*** Opening of Supplied material ***
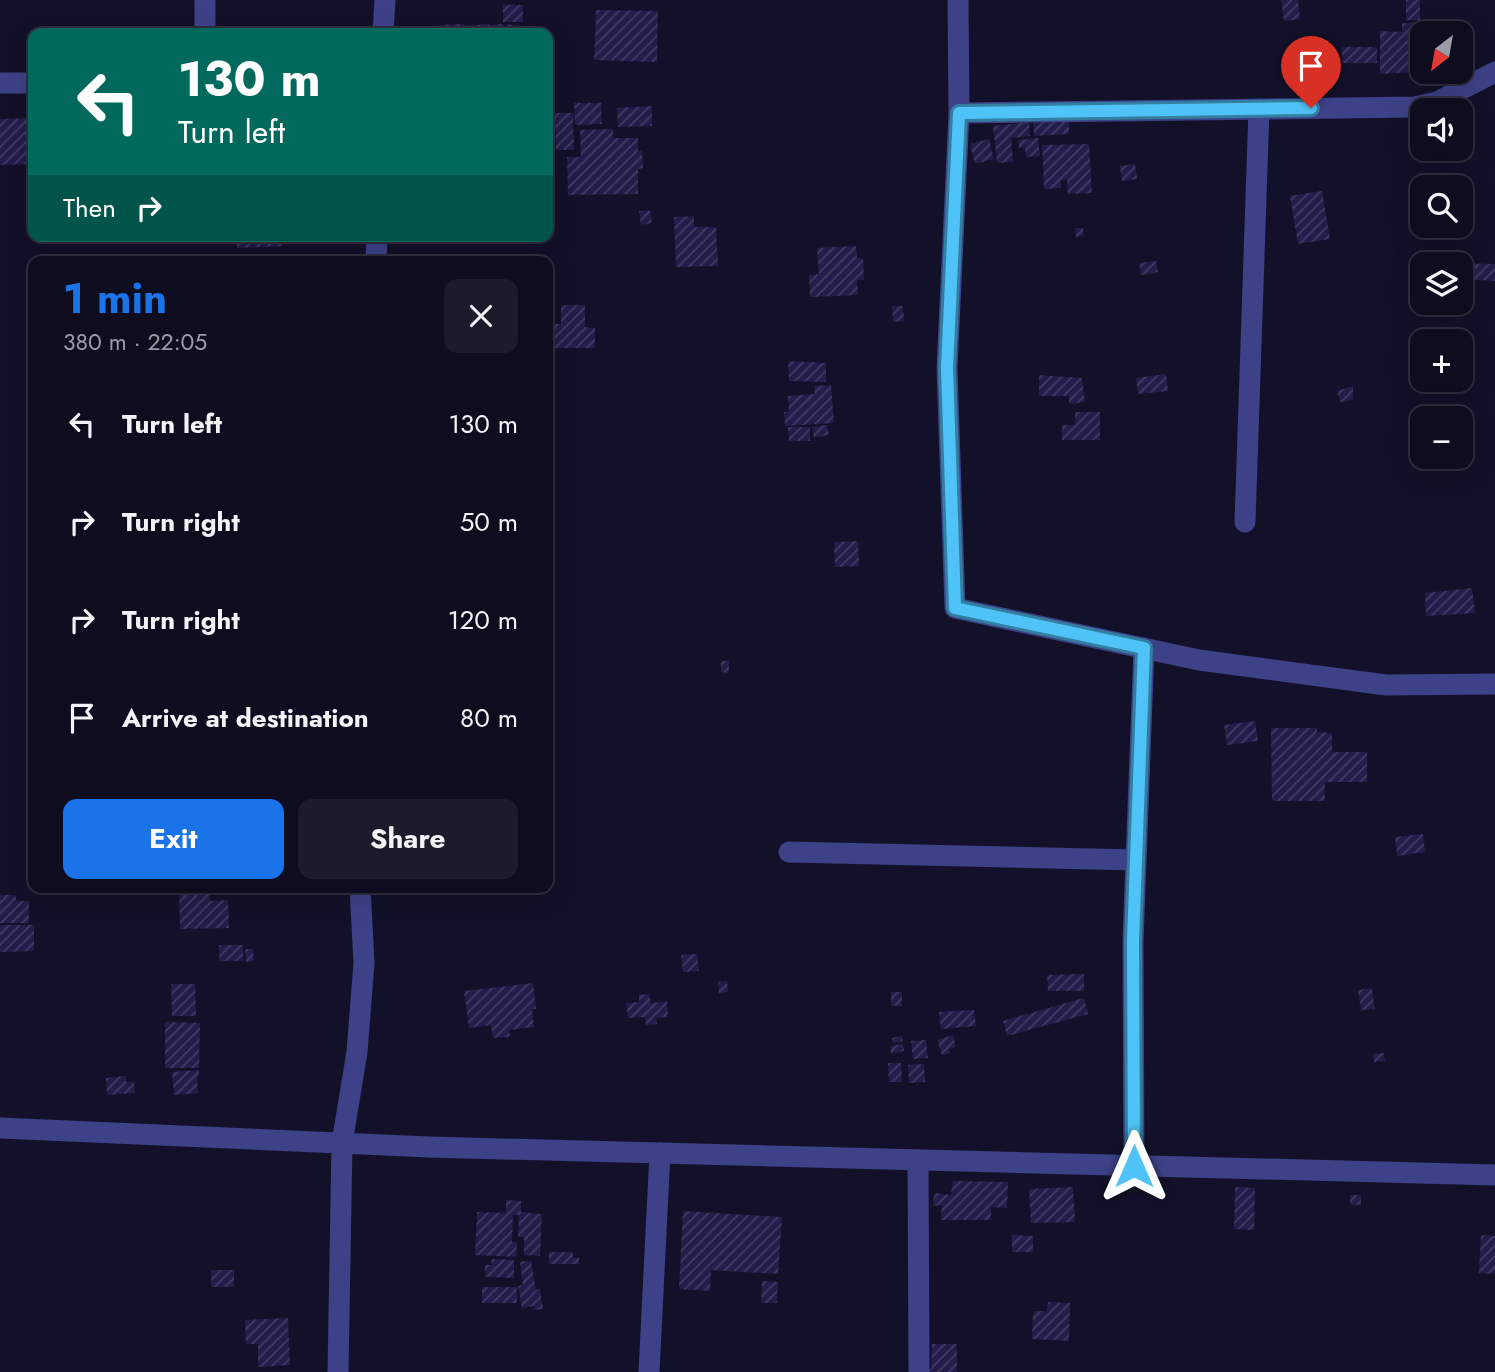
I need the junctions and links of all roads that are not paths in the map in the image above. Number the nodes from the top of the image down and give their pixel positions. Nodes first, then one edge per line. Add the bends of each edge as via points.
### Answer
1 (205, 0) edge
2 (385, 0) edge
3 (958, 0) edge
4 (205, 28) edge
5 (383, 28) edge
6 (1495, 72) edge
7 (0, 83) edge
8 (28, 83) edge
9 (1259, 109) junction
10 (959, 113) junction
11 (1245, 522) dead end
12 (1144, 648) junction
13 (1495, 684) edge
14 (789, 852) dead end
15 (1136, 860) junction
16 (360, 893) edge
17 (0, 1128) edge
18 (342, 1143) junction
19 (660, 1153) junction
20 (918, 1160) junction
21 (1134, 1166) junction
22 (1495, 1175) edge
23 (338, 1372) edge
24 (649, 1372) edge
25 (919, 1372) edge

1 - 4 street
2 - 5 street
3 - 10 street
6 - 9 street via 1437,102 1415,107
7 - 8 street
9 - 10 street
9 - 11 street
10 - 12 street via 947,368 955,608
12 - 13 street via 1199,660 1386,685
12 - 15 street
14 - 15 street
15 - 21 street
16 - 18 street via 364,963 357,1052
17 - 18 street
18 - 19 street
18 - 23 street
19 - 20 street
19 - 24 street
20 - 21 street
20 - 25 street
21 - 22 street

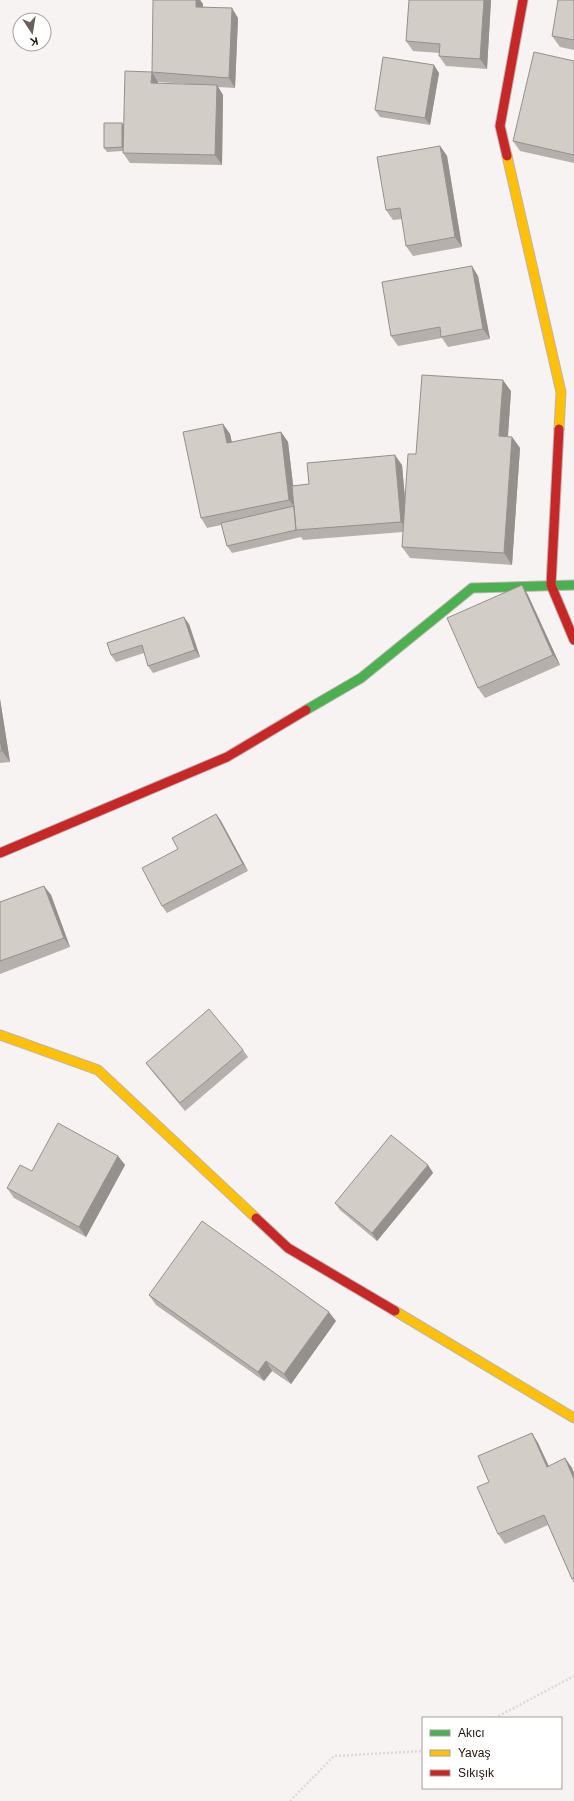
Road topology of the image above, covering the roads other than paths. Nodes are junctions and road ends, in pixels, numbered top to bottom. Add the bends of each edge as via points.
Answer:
*** Close of Supplied material ***
• [Instructions to follow] The answer is every line in the data where the word "paths" appears.

• [Expected output]
I need the junctions and links of all roads that are not paths in the map in the image above. Number the nodes from the top of the image down and give their pixel positions. Nodes first, then one edge per line. Add the bends of each edge as via points.
Road topology of the image above, covering the roads other than paths. Nodes are junctions and road ends, in pixels, numbered top to bottom. Add the bends of each edge as via points.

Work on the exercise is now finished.